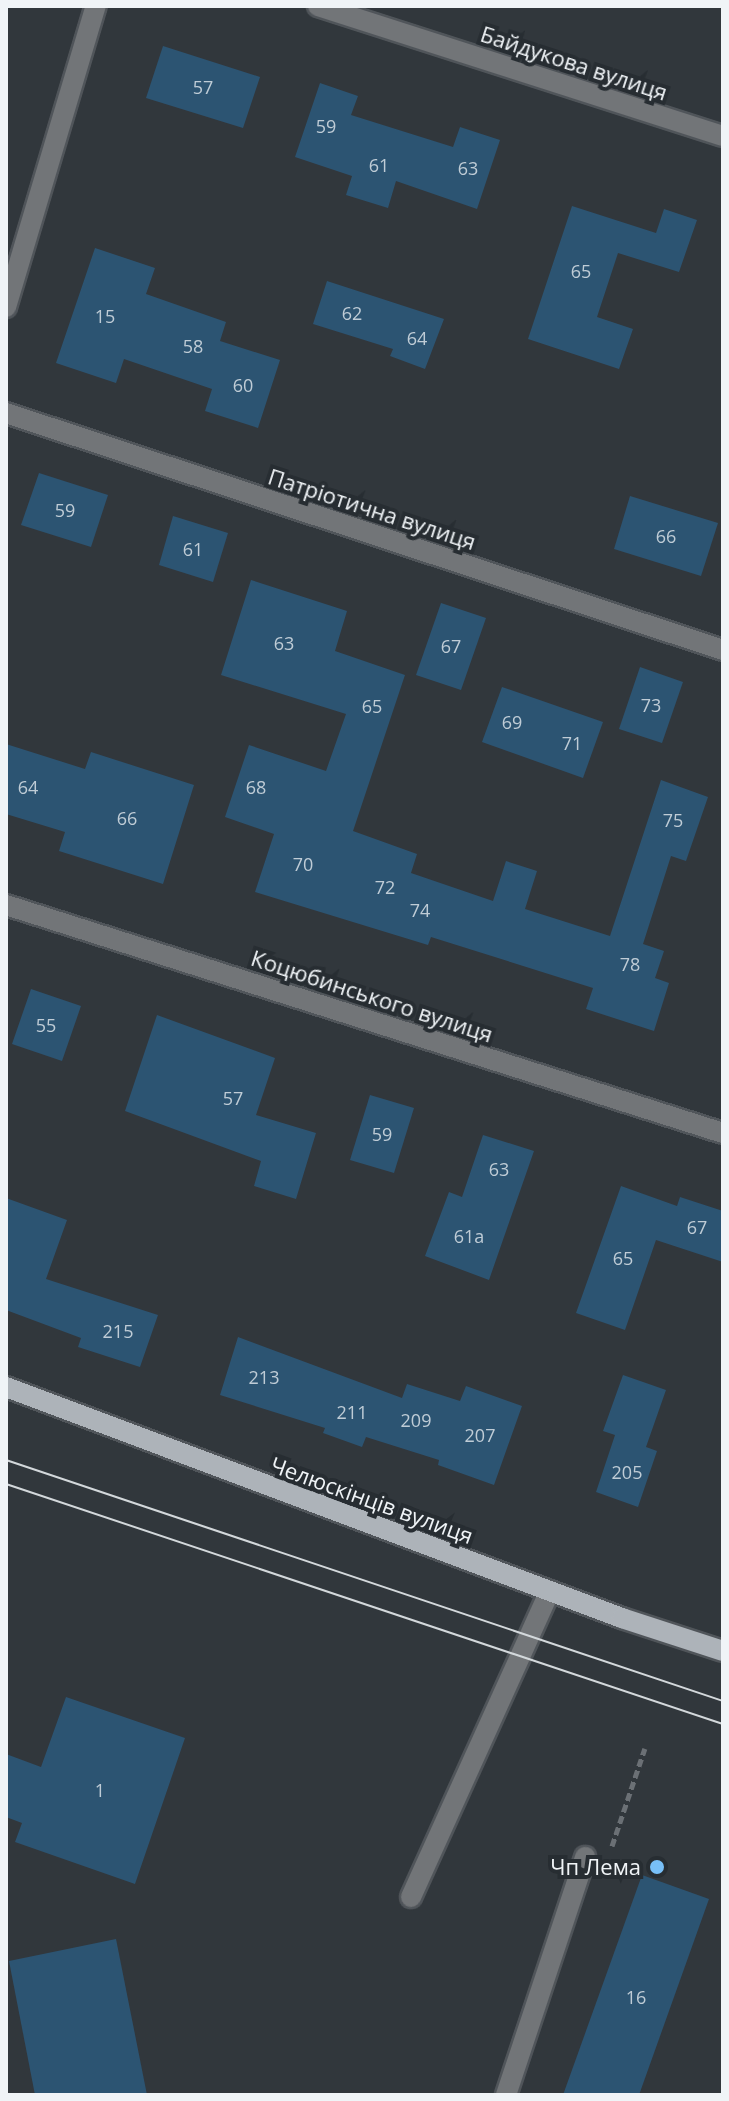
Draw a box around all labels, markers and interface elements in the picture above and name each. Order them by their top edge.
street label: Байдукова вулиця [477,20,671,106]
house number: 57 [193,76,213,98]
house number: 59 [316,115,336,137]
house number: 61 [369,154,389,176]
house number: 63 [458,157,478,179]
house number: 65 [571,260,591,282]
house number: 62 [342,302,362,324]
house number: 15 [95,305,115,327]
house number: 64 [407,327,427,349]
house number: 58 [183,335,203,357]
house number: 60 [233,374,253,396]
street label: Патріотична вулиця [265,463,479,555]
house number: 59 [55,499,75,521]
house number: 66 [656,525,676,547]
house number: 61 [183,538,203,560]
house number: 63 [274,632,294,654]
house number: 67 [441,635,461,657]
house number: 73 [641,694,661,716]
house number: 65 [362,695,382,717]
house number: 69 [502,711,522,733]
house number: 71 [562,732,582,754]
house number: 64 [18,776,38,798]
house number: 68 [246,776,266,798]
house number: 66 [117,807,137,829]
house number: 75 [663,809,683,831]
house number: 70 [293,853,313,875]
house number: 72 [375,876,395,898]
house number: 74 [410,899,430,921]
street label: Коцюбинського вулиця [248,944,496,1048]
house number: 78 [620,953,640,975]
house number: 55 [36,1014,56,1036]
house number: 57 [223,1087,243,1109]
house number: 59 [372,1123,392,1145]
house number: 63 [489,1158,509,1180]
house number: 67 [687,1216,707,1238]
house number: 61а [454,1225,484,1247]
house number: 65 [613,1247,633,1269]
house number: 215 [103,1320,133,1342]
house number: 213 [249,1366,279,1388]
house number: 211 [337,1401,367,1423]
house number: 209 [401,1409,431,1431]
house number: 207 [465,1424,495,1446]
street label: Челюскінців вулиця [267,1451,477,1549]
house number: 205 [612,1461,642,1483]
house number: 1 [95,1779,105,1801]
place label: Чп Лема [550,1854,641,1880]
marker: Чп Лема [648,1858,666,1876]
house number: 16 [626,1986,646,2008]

YOUR OBJECTIVE
Exactly as they appear above, write out all the entries, without pictures.

WRITTEN SOLUTION
Draw a box around all labels, markers and interface elements in the picture above and name each. Order them by their top edge.
street label: Байдукова вулиця [477,20,671,106]
house number: 57 [193,76,213,98]
house number: 59 [316,115,336,137]
house number: 61 [369,154,389,176]
house number: 63 [458,157,478,179]
house number: 65 [571,260,591,282]
house number: 62 [342,302,362,324]
house number: 15 [95,305,115,327]
house number: 64 [407,327,427,349]
house number: 58 [183,335,203,357]
house number: 60 [233,374,253,396]
street label: Патріотична вулиця [265,463,479,555]
house number: 59 [55,499,75,521]
house number: 66 [656,525,676,547]
house number: 61 [183,538,203,560]
house number: 63 [274,632,294,654]
house number: 67 [441,635,461,657]
house number: 73 [641,694,661,716]
house number: 65 [362,695,382,717]
house number: 69 [502,711,522,733]
house number: 71 [562,732,582,754]
house number: 64 [18,776,38,798]
house number: 68 [246,776,266,798]
house number: 66 [117,807,137,829]
house number: 75 [663,809,683,831]
house number: 70 [293,853,313,875]
house number: 72 [375,876,395,898]
house number: 74 [410,899,430,921]
street label: Коцюбинського вулиця [248,944,496,1048]
house number: 78 [620,953,640,975]
house number: 55 [36,1014,56,1036]
house number: 57 [223,1087,243,1109]
house number: 59 [372,1123,392,1145]
house number: 63 [489,1158,509,1180]
house number: 67 [687,1216,707,1238]
house number: 61а [454,1225,484,1247]
house number: 65 [613,1247,633,1269]
house number: 215 [103,1320,133,1342]
house number: 213 [249,1366,279,1388]
house number: 211 [337,1401,367,1423]
house number: 209 [401,1409,431,1431]
house number: 207 [465,1424,495,1446]
street label: Челюскінців вулиця [267,1451,477,1549]
house number: 205 [612,1461,642,1483]
house number: 1 [95,1779,105,1801]
place label: Чп Лема [550,1854,641,1880]
marker: Чп Лема [648,1858,666,1876]
house number: 16 [626,1986,646,2008]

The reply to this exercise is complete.